▶ _Task to complete_: For the records shown below, return an exact copy that excludes the pictures.

Stored data entries:
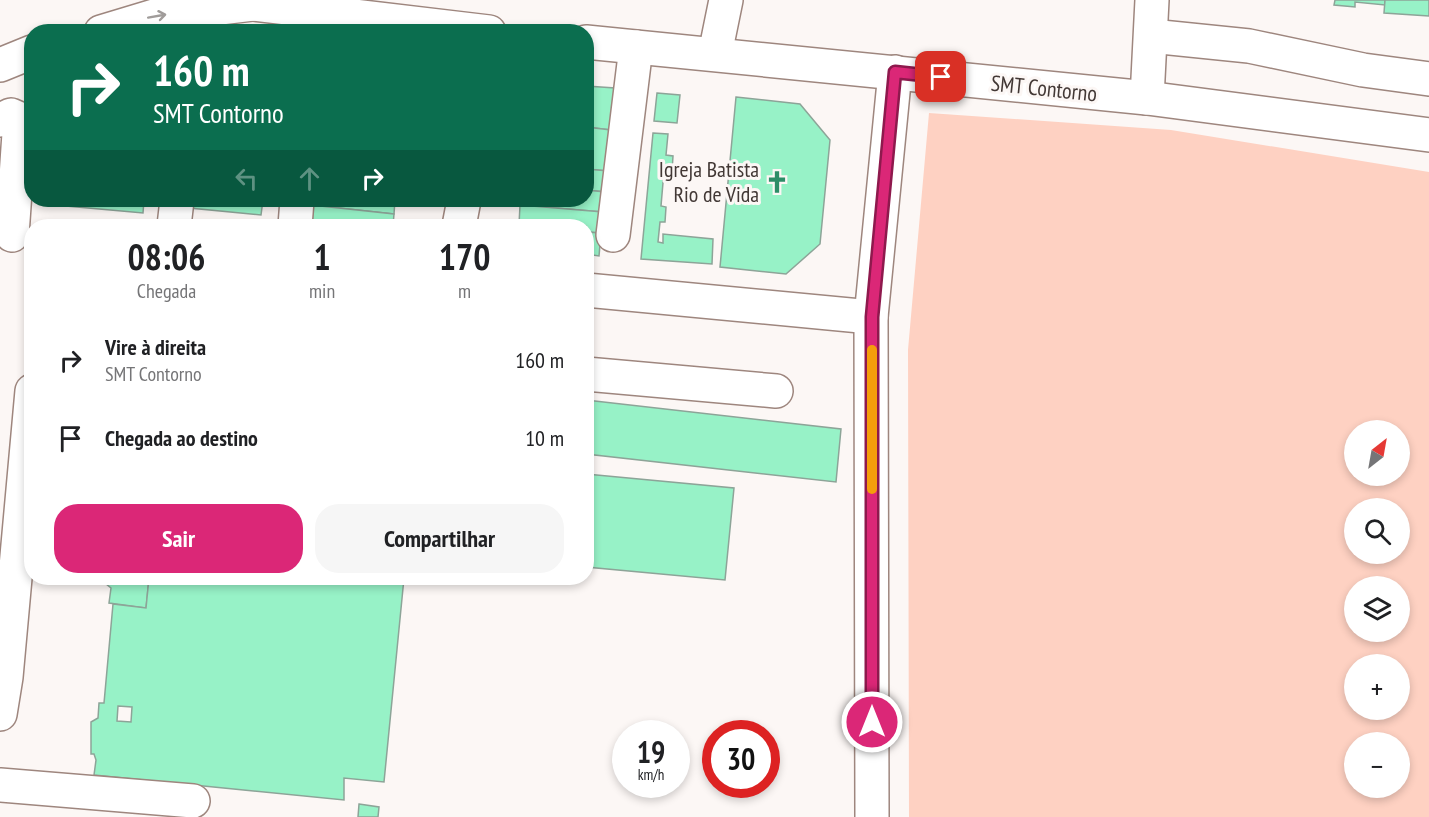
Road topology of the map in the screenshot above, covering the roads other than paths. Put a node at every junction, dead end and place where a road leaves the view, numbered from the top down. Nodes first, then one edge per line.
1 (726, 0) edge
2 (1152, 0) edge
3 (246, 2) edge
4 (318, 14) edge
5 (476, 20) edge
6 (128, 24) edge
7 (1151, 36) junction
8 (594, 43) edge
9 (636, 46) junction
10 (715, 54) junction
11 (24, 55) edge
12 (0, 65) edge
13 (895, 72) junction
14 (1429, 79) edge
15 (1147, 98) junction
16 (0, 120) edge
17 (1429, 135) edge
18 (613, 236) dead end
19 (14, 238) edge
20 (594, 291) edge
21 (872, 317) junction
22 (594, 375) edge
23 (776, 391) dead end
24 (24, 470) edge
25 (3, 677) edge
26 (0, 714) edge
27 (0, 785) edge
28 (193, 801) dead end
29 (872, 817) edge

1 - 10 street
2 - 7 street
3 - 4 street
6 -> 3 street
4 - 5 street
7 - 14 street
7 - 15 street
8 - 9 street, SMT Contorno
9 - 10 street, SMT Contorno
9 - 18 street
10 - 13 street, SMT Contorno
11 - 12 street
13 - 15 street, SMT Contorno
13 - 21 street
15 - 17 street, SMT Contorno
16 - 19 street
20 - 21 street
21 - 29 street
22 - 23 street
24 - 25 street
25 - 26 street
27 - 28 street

▶ _Result below_:
Road topology of the map in the screenshot above, covering the roads other than paths. Put a node at every junction, dead end and place where a road leaves the view, numbered from the top down. Nodes first, then one edge per line.
1 (726, 0) edge
2 (1152, 0) edge
3 (246, 2) edge
4 (318, 14) edge
5 (476, 20) edge
6 (128, 24) edge
7 (1151, 36) junction
8 (594, 43) edge
9 (636, 46) junction
10 (715, 54) junction
11 (24, 55) edge
12 (0, 65) edge
13 (895, 72) junction
14 (1429, 79) edge
15 (1147, 98) junction
16 (0, 120) edge
17 (1429, 135) edge
18 (613, 236) dead end
19 (14, 238) edge
20 (594, 291) edge
21 (872, 317) junction
22 (594, 375) edge
23 (776, 391) dead end
24 (24, 470) edge
25 (3, 677) edge
26 (0, 714) edge
27 (0, 785) edge
28 (193, 801) dead end
29 (872, 817) edge

1 - 10 street
2 - 7 street
3 - 4 street
6 -> 3 street
4 - 5 street
7 - 14 street
7 - 15 street
8 - 9 street, SMT Contorno
9 - 10 street, SMT Contorno
9 - 18 street
10 - 13 street, SMT Contorno
11 - 12 street
13 - 15 street, SMT Contorno
13 - 21 street
15 - 17 street, SMT Contorno
16 - 19 street
20 - 21 street
21 - 29 street
22 - 23 street
24 - 25 street
25 - 26 street
27 - 28 street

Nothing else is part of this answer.